Provided data =>

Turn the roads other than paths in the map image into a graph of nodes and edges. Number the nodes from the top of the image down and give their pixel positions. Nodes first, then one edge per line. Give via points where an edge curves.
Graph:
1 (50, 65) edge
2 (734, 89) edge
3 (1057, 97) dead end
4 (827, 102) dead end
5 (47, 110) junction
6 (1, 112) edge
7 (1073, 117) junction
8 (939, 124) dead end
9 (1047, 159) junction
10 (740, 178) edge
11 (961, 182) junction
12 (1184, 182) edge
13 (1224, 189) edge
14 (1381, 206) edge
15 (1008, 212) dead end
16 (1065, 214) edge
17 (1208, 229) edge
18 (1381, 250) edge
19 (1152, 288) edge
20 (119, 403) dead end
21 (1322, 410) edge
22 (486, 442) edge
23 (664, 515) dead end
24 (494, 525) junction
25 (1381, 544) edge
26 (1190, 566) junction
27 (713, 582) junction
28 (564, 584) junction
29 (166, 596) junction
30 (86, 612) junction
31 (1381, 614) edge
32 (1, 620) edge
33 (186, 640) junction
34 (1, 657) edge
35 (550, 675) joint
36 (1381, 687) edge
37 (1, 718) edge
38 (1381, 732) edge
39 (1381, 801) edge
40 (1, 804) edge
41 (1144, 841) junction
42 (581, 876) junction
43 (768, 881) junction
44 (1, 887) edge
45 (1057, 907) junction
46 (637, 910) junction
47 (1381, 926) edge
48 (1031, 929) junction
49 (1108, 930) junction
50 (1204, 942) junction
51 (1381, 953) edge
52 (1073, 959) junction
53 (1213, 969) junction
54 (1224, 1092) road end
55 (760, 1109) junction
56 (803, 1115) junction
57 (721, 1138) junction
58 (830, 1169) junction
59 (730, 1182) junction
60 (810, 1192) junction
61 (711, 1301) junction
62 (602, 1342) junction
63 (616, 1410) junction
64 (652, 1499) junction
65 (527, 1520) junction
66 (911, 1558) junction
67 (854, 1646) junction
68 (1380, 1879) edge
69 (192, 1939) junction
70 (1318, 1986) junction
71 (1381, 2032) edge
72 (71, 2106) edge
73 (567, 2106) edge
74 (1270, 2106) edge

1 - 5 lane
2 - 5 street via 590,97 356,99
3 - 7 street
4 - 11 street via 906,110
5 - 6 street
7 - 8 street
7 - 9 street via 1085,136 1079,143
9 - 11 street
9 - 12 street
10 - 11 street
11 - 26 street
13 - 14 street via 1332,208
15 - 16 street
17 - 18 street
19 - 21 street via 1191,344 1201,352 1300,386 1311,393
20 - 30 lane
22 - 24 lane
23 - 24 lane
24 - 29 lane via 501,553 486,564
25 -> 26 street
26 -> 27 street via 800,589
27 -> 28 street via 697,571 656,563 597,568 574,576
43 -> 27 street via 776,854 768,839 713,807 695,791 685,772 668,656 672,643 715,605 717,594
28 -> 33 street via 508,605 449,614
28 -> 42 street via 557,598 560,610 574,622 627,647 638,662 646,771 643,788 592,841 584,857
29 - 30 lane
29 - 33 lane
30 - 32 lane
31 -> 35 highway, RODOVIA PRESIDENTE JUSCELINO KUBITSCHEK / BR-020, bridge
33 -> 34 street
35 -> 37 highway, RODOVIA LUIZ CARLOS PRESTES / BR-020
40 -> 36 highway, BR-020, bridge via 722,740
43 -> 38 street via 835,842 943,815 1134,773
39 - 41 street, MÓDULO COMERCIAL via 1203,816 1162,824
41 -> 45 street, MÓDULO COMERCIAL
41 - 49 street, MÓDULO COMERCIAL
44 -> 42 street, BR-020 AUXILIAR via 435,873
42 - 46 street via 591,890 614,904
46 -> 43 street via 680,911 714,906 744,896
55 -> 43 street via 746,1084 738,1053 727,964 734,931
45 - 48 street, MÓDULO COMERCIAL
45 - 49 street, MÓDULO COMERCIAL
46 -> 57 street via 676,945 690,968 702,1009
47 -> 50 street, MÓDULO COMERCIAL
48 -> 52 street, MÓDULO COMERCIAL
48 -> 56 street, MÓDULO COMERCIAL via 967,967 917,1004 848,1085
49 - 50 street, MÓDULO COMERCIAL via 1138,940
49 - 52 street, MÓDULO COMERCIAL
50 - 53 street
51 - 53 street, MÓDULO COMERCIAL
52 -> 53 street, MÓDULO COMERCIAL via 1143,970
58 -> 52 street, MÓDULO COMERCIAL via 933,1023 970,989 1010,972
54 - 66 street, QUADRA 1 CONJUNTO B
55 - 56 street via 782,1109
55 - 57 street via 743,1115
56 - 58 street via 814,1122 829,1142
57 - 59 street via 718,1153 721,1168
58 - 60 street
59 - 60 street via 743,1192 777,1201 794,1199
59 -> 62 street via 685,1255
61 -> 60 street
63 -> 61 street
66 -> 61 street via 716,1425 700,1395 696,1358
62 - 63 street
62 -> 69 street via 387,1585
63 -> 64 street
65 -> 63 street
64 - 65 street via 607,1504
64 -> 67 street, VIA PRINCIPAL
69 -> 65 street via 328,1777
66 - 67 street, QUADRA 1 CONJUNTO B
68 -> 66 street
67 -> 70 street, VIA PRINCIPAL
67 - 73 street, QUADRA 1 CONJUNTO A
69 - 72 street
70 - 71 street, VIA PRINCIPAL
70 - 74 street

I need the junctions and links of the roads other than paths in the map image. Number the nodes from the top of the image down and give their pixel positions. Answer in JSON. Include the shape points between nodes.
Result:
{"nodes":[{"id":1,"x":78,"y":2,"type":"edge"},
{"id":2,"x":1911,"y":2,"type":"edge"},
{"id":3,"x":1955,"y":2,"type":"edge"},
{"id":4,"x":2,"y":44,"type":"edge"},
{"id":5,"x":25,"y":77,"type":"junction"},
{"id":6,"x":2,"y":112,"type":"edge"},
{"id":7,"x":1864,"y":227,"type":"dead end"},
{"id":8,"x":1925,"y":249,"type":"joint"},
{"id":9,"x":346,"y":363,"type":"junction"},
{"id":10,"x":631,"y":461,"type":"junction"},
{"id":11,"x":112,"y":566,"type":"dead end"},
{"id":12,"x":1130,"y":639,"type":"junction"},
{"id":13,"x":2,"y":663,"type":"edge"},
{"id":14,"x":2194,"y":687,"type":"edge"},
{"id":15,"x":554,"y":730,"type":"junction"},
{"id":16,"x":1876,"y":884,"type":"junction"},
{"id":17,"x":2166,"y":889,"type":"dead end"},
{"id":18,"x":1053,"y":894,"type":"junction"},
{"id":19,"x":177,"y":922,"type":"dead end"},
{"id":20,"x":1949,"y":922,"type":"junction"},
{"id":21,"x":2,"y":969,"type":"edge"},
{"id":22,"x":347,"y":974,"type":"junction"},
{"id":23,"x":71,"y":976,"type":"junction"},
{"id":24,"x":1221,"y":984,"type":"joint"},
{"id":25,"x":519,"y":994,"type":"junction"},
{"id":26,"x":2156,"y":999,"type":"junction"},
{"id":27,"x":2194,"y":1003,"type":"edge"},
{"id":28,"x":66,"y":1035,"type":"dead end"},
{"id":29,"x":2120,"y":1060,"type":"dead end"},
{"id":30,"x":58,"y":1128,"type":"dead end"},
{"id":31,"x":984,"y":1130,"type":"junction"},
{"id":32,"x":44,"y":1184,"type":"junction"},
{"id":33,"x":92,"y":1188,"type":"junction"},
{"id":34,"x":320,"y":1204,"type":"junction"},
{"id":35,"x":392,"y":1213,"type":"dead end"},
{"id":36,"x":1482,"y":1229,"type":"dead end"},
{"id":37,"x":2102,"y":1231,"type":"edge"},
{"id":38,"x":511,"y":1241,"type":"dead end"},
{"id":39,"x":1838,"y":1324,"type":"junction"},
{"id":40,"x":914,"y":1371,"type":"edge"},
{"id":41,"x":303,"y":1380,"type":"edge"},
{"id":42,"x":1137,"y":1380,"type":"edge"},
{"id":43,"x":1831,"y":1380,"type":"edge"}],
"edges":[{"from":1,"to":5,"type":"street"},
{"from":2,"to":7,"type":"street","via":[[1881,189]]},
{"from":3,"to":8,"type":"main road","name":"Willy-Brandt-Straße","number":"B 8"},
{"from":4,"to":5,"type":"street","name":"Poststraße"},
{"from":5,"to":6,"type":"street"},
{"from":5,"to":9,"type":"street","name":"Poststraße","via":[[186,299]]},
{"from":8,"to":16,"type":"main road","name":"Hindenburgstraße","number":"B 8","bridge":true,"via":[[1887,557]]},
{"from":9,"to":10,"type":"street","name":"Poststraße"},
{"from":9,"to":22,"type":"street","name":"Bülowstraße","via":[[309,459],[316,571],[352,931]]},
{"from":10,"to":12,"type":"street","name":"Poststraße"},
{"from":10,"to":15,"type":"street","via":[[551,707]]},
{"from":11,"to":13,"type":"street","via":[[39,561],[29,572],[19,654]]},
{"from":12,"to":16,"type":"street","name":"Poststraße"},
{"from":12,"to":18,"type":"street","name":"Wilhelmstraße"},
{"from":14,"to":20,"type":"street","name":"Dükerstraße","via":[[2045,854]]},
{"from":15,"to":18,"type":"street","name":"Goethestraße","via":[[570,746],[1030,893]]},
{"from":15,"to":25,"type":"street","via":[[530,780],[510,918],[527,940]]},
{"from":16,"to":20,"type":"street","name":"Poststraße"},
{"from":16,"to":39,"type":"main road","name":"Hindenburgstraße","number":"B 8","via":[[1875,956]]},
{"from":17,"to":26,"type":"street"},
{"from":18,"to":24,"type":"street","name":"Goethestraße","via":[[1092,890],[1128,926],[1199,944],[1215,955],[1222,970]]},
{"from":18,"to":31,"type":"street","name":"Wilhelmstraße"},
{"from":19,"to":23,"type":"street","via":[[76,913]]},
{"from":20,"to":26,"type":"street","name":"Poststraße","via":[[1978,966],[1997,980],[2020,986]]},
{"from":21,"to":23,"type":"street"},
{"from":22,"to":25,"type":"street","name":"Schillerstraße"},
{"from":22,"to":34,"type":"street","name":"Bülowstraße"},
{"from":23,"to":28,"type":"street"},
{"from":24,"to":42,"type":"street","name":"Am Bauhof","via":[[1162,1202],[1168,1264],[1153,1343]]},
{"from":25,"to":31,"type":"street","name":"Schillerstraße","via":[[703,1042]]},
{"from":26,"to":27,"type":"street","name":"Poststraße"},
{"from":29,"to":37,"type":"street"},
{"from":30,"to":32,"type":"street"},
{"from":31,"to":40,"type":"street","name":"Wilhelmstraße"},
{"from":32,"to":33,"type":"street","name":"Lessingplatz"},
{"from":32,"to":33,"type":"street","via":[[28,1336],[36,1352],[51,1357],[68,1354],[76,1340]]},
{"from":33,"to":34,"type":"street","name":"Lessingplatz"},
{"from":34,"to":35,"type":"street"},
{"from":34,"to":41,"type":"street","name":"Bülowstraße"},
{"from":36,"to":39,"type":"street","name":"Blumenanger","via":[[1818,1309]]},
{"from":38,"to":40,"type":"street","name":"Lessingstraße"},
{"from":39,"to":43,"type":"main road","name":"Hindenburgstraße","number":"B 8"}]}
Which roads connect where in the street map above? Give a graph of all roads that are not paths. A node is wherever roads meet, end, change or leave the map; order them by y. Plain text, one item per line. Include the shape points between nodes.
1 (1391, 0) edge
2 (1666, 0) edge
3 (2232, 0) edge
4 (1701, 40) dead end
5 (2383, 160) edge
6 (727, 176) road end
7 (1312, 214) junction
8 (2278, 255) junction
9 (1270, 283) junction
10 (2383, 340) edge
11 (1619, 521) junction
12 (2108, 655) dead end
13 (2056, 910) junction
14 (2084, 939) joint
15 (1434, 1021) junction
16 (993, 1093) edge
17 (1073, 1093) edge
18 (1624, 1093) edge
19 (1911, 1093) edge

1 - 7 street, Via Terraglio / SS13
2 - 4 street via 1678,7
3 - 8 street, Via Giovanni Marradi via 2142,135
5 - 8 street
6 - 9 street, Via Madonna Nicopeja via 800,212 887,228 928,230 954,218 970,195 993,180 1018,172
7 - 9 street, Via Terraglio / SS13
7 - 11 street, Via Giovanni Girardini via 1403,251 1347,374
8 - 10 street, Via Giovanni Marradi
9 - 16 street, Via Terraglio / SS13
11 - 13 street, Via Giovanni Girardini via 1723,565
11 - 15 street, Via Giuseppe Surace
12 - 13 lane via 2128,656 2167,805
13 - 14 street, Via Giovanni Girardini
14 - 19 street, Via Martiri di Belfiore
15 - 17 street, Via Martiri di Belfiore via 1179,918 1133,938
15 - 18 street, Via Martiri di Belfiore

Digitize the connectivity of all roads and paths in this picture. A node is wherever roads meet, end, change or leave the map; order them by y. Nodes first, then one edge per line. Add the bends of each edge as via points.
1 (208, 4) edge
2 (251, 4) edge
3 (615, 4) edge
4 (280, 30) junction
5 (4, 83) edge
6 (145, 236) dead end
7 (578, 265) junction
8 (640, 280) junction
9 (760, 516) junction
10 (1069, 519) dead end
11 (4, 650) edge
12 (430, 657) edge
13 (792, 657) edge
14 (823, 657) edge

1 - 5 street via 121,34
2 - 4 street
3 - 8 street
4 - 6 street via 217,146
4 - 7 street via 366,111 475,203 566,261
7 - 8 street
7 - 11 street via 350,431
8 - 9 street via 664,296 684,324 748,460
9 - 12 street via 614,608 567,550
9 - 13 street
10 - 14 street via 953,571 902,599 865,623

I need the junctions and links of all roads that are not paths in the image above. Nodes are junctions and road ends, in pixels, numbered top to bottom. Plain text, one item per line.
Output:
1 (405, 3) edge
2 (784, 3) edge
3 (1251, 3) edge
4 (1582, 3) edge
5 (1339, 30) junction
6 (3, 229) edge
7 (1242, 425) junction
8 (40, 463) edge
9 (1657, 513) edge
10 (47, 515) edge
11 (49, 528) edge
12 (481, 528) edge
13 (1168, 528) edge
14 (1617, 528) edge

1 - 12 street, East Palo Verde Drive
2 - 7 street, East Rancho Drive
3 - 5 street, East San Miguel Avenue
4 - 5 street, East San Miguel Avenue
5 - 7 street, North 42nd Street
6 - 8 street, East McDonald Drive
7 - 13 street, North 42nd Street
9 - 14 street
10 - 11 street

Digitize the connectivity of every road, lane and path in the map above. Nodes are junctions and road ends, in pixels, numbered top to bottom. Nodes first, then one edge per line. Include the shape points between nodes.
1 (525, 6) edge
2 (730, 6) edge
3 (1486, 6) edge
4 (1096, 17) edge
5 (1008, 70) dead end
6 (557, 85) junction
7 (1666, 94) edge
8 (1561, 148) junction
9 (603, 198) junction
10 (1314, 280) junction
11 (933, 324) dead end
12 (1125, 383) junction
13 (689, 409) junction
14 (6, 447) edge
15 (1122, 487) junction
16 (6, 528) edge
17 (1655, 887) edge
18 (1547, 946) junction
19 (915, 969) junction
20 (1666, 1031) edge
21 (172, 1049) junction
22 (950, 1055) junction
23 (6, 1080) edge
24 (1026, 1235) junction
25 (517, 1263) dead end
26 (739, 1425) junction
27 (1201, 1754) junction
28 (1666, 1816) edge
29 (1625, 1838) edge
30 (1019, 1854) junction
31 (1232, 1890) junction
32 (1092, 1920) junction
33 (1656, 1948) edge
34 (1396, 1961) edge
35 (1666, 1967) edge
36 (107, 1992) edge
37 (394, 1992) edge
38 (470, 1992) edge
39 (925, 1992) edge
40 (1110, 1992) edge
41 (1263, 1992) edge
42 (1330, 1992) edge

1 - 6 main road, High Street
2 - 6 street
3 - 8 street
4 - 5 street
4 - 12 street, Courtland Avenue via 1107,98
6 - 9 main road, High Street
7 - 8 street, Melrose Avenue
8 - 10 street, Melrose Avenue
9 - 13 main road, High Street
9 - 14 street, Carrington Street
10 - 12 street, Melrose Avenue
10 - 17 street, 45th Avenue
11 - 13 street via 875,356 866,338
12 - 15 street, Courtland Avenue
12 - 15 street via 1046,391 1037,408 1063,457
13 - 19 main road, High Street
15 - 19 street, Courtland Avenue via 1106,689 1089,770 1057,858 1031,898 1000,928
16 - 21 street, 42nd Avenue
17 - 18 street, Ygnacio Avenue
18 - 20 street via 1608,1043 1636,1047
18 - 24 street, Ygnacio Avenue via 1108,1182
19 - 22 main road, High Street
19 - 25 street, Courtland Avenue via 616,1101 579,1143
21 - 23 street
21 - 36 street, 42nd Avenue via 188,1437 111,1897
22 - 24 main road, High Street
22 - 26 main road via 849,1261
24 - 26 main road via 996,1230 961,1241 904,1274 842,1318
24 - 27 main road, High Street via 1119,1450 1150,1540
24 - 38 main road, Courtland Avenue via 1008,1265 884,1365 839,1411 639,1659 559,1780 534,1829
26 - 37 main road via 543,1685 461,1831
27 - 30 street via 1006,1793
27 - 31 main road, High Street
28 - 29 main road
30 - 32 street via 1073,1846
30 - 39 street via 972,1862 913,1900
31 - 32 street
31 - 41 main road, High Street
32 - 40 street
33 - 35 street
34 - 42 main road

Task description => Within the data above, how many lines contain the word "that"? Write only the number.

Task solution => 2